[Dataset items]
== Segment start ==
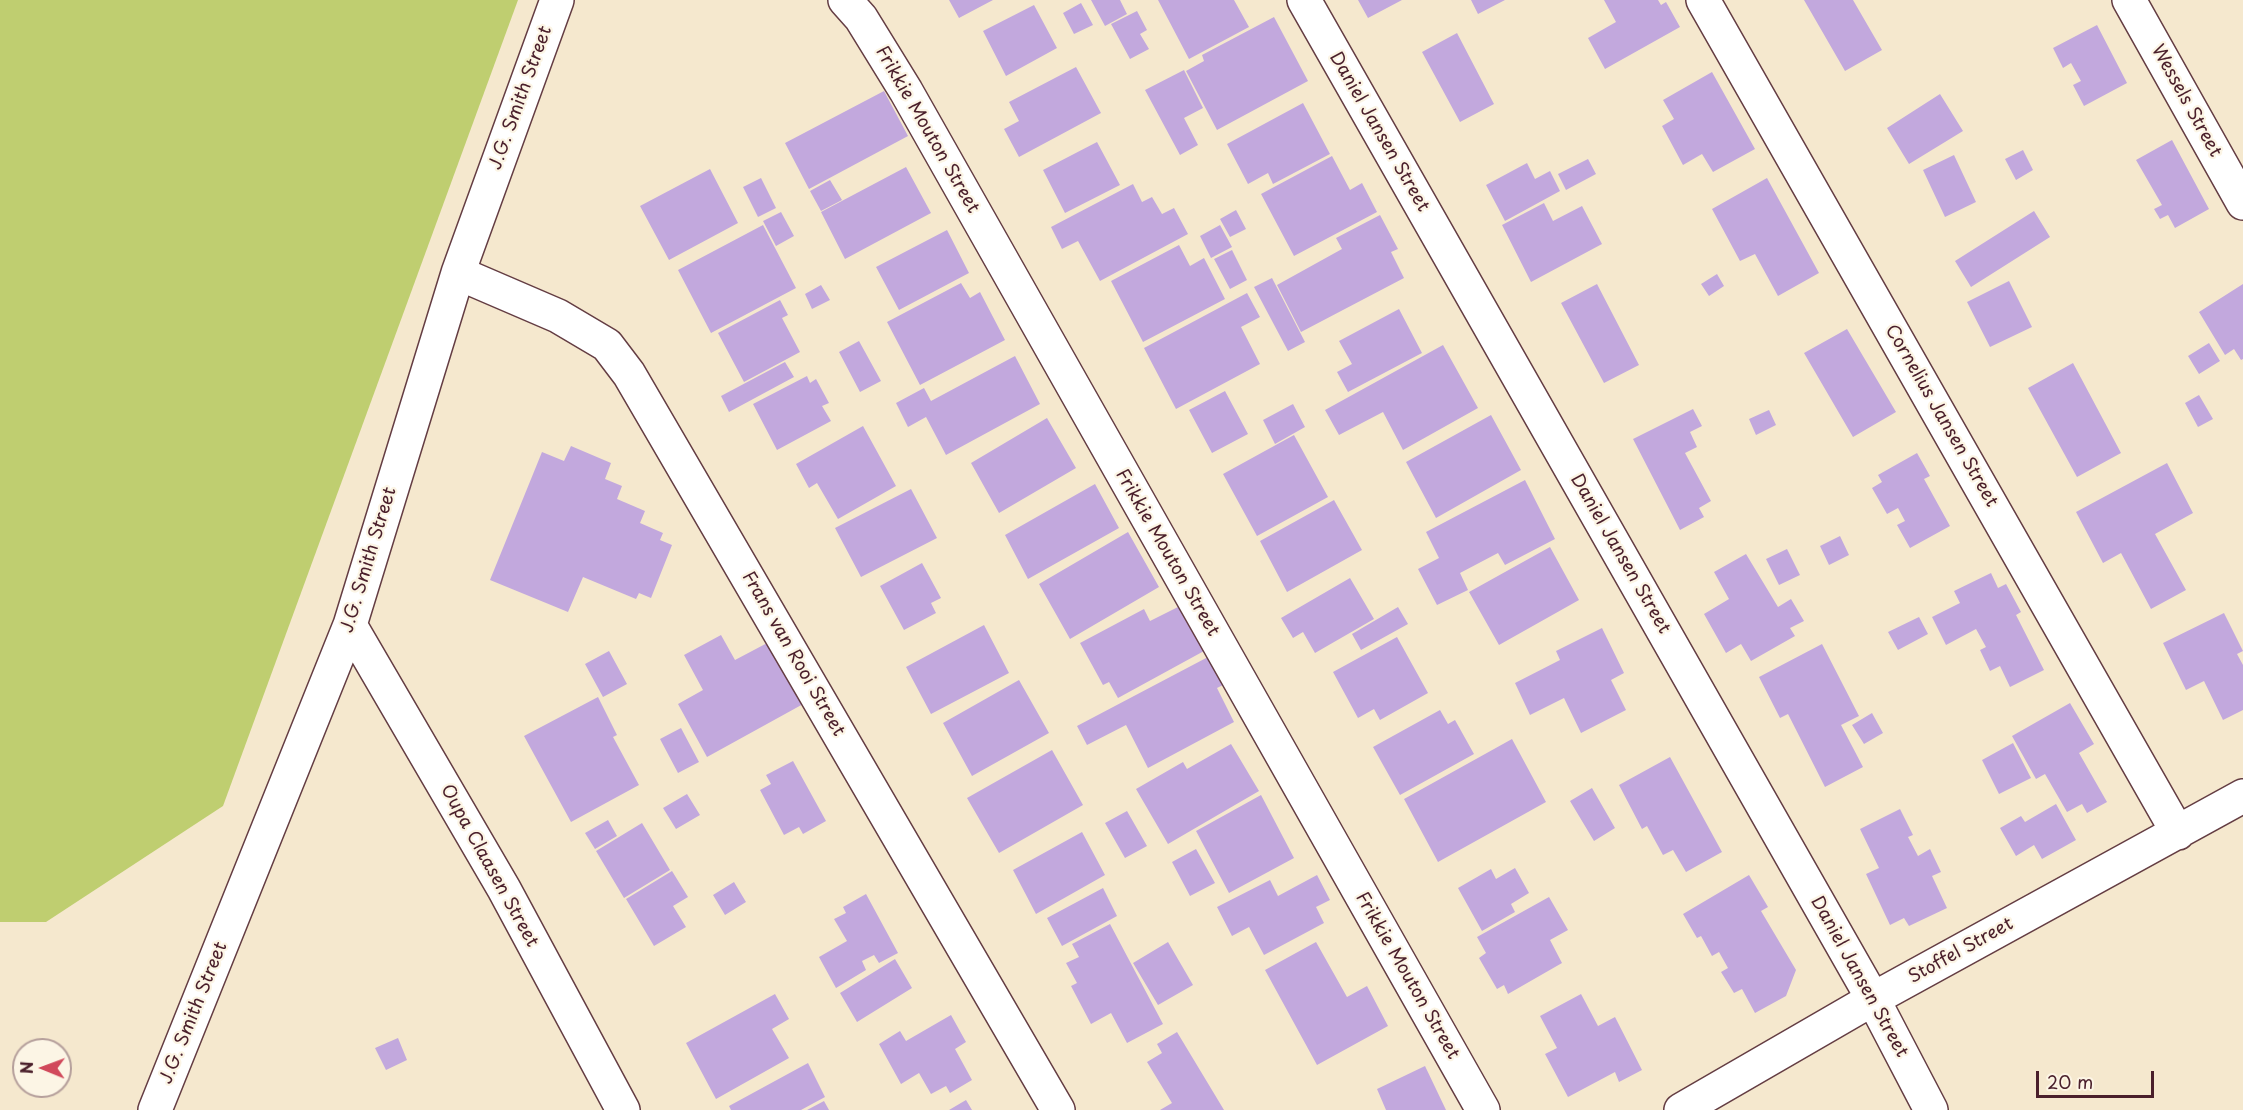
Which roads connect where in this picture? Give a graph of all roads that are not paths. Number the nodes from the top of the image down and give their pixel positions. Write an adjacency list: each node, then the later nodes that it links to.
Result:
1 (557, 0): 7 (street, J.G. Smith Street)
2 (845, 0): 15 (street, Frikkie Mouton Street)
3 (1304, 0): 11 (street, Daniel Jansen Street)
4 (1703, 0): 10 (street, Cornelius Jansen Street)
5 (2129, 0): 6 (street, Wessels Street)
6 (2243, 203)
7 (458, 273): 8 (street, J.G. Smith Street); 14 (street, Frans van Rooi Street)
8 (350, 625): 12 (street, J.G. Smith Street); 13 (street, Oupa Claasen Street)
9 (2243, 796): 10 (street, Stoffel Street)
10 (2178, 833): 11 (street, Stoffel Street)
11 (1873, 999): 16 (street, Stoffel Street); 17 (street, Daniel Jansen Street)
12 (155, 1110)
13 (623, 1110)
14 (1058, 1110)
15 (1483, 1110)
16 (1681, 1110)
17 (1931, 1110)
== Segment end ==
Directions.
Please write out all of the data verbatim, with no pictures in the copy.

Task output.
Which roads connect where in this picture? Give a graph of all roads that are not paths. Number the nodes from the top of the image down and give their pixel positions. Write an adjacency list: each node, then the later nodes that it links to.
Result:
1 (557, 0): 7 (street, J.G. Smith Street)
2 (845, 0): 15 (street, Frikkie Mouton Street)
3 (1304, 0): 11 (street, Daniel Jansen Street)
4 (1703, 0): 10 (street, Cornelius Jansen Street)
5 (2129, 0): 6 (street, Wessels Street)
6 (2243, 203)
7 (458, 273): 8 (street, J.G. Smith Street); 14 (street, Frans van Rooi Street)
8 (350, 625): 12 (street, J.G. Smith Street); 13 (street, Oupa Claasen Street)
9 (2243, 796): 10 (street, Stoffel Street)
10 (2178, 833): 11 (street, Stoffel Street)
11 (1873, 999): 16 (street, Stoffel Street); 17 (street, Daniel Jansen Street)
12 (155, 1110)
13 (623, 1110)
14 (1058, 1110)
15 (1483, 1110)
16 (1681, 1110)
17 (1931, 1110)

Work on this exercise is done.